- 595 Okunma
- 0 Yorum
- 0 Beğeni
Bir Aşkın Çiçeği (1)
1918 yılında Büyük Hıristiyan Devleti kurma hayaliyle Kafkasya’dan Daşnak partisi üyeleri İran’ın Güney Azerbaycan Topraklarına hücum ettiler ve Osmanlı topraklarından göç eden Ermenilerle birlikte silahlı bir savaş yürütüp orada yaşayan Türklere karşı adeta bir soykırım gerçekleştirdiler. Bu soykırımda 300 binden aşkın Güney Azerbaycan Türkü acımasızca katledildi.
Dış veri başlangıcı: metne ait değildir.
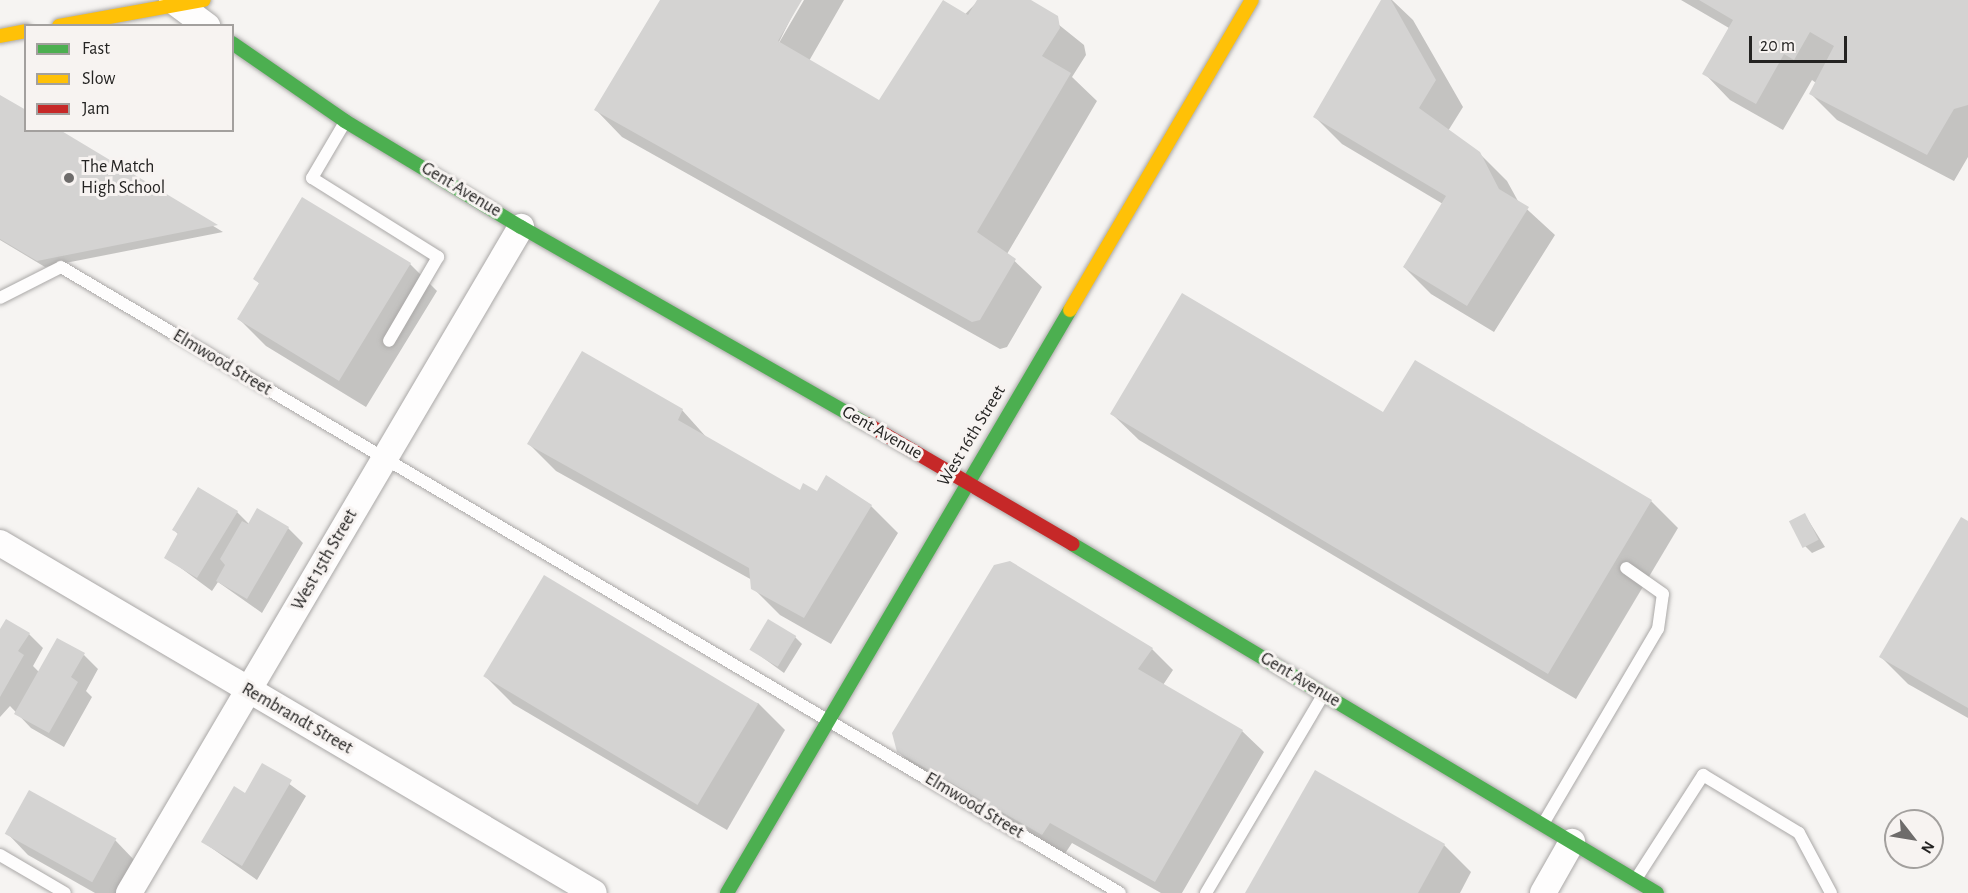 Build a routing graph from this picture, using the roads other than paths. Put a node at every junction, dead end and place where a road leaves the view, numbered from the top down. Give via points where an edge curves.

Dönemin Osmanlı Ordusu komutanı Nuri Paşa bu soykırıma dur demek için Ordusunu Güney Azerbaycan’a seferber etti. İlk önce Hoy ve daha sonra Salmas ve Urmiye kentlerini kurtardı. Bu savaşta şehit olan 823 Osmanlı askerin cenazesi Salmas’ın Çiçek köyünde defnedildiler. Onların fedakarlıkları bu güne dek yerli halk tarafından kahramanlık destanı olup mezarları hala korunmaktadır.
..
Sazını yere bıraktı. Ayağa kalkıp pencereye doğru ilerledi. Camdan dışarı bakıp havanın git gide karardığını görünce, odada bir sağa bir sola yürümeye başladı. “Bu kız nerede kaldı Allahım” diye, kendi kendine konuştu. Çok geç olmuştu. Başına kötü bir şeyin gelmesinden korkuyordu. Hemen evden dışarı fırladı. Yan komşunun kapısını vurdu. “Zehra hala, Zehra hala” diye, bağırdı. Yaşlı kadın kapını açıp sordu:
- Ne oldu Süleyman?
- Zehra hala, Gültekin dışarı çıktı. Geç kaldı. Hala dönmedi eve. Peşinden gitmeliyim.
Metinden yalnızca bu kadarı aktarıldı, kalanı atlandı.